Waves

$f=\frac{1}{T}=\frac{\omega }{2\pi }=\frac{v}{\lambda }$

• $f$ the frequency of the wave (in $\mathsf{Hz}$)
• $\omega$ is the angular frequency of the wave (in $rad/s$)
• $T$ is the period of the wave (in $\mathsf{s}$)
• $v$ is the wave speed of the wave (in $m/s$)
• $\lambda$ is the wavelength of the wave (in $\mathsf{m}$)

Sine Wave

• A sine wave (or sinusoid, symbol: ∿)

• $y(t)=A\sin (\omega t+\varphi )$

• $A$ is the amplitude

• $\omega$ is the angular frequency (in $rad/s$)

• $\varphi$ is the phase shift (which moves the wave left or right on the time axis)

• $y(x,t)=A\sin \left(\frac{2\pi }{\lambda }x-\omega t+\varphi \right)=A\sin \left(\frac{2\pi }{\lambda }(x-vt)+\varphi \right)$

• is the equation of a traveling wave (to the right. if it is to the left, the minus sign is replaced by a plus sign)

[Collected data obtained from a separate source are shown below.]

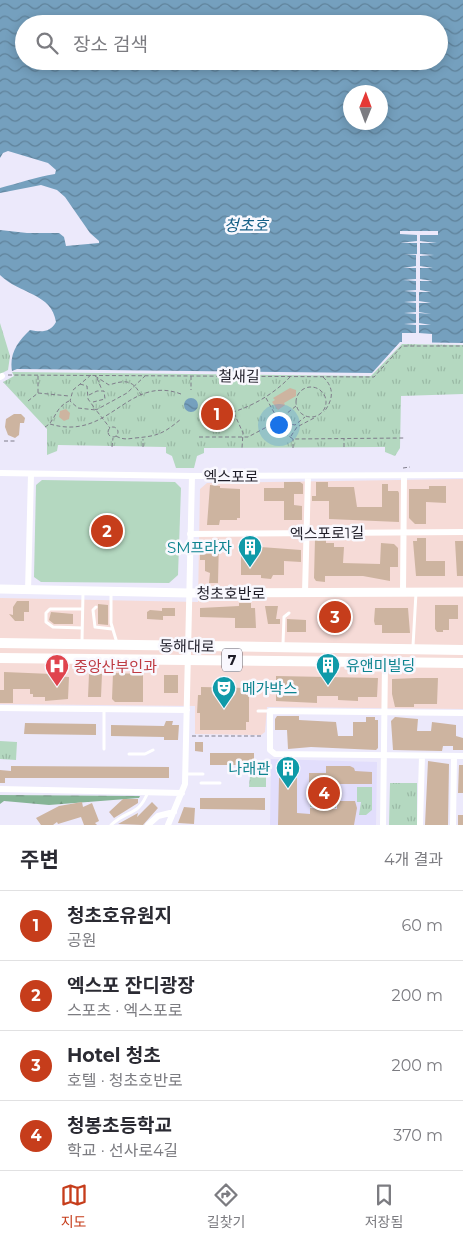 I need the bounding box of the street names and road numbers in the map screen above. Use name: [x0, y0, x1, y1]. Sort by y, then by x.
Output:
street label: 철새길: [218, 366, 260, 386]
street label: 엑스포로: [203, 467, 259, 486]
street label: 엑스포로1길: [290, 523, 364, 543]
street label: 청초호반로: [196, 584, 266, 603]
street label: 동해대로: [159, 636, 215, 656]
road number: 7: [222, 648, 242, 672]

  • $x$ is the position of the wave we are considering

  • $vt$ is the distance the wave has traveled from the origin at time $t$

Transverse Wave

• $v=\sqrt{\frac{T}{\mu }}$ is the wave speed of a transverse wave traveling along a stretched string of tension $T$ (in $\mathsf{N}$) and linear mass density $\mu$ (in $kg/m$)

Longitudinal Wave

• $v=\sqrt{\frac{E}{\rho }}$
• $v=\sqrt{\frac{B}{\rho }}$

Standing Waves

• $v=\sqrt{\frac{F_{\text{T}}}{\mu }}$
• $\mu =\frac{m}{\ell }$
• $f_n=n\frac{v}{2\ell }=\frac{v}{{\lambda }_n}=n{f}_1$ is the frequency of the $n$th harmonic
  • $n$ is the harmonic number
  • $\ell$ is the length of the string
  • $v$ is the wave speed
  • ${\lambda }_n$ is the wavelength of the $n$th harmonic
• Antinodes: $x=(i+\frac{1}{2})\frac{\lambda }{2}$ for $i=0,1,2,\dots ,n$
  • $y(x,t)=A\sin (\omega t+\varphi )$ at each antinode $x$
• Nodes: $x=i\frac{\lambda }{2}$ for $i=0,1,2,\dots ,n$
  • $y(x,t)=0$ at each node $x$ and every time $t$

Energy Transport

• Intensity $I$ of a wave is defined as the power transported across unit area perpendicular to the direction of energy flow.
• $I\propto A^2$
• $I\propto \frac{1}{r^2}$

Oscillations

• The natural frequency $f_0$ of an oscillating system is the frequency at which the system oscillates when it is set in motion and left undisturbed.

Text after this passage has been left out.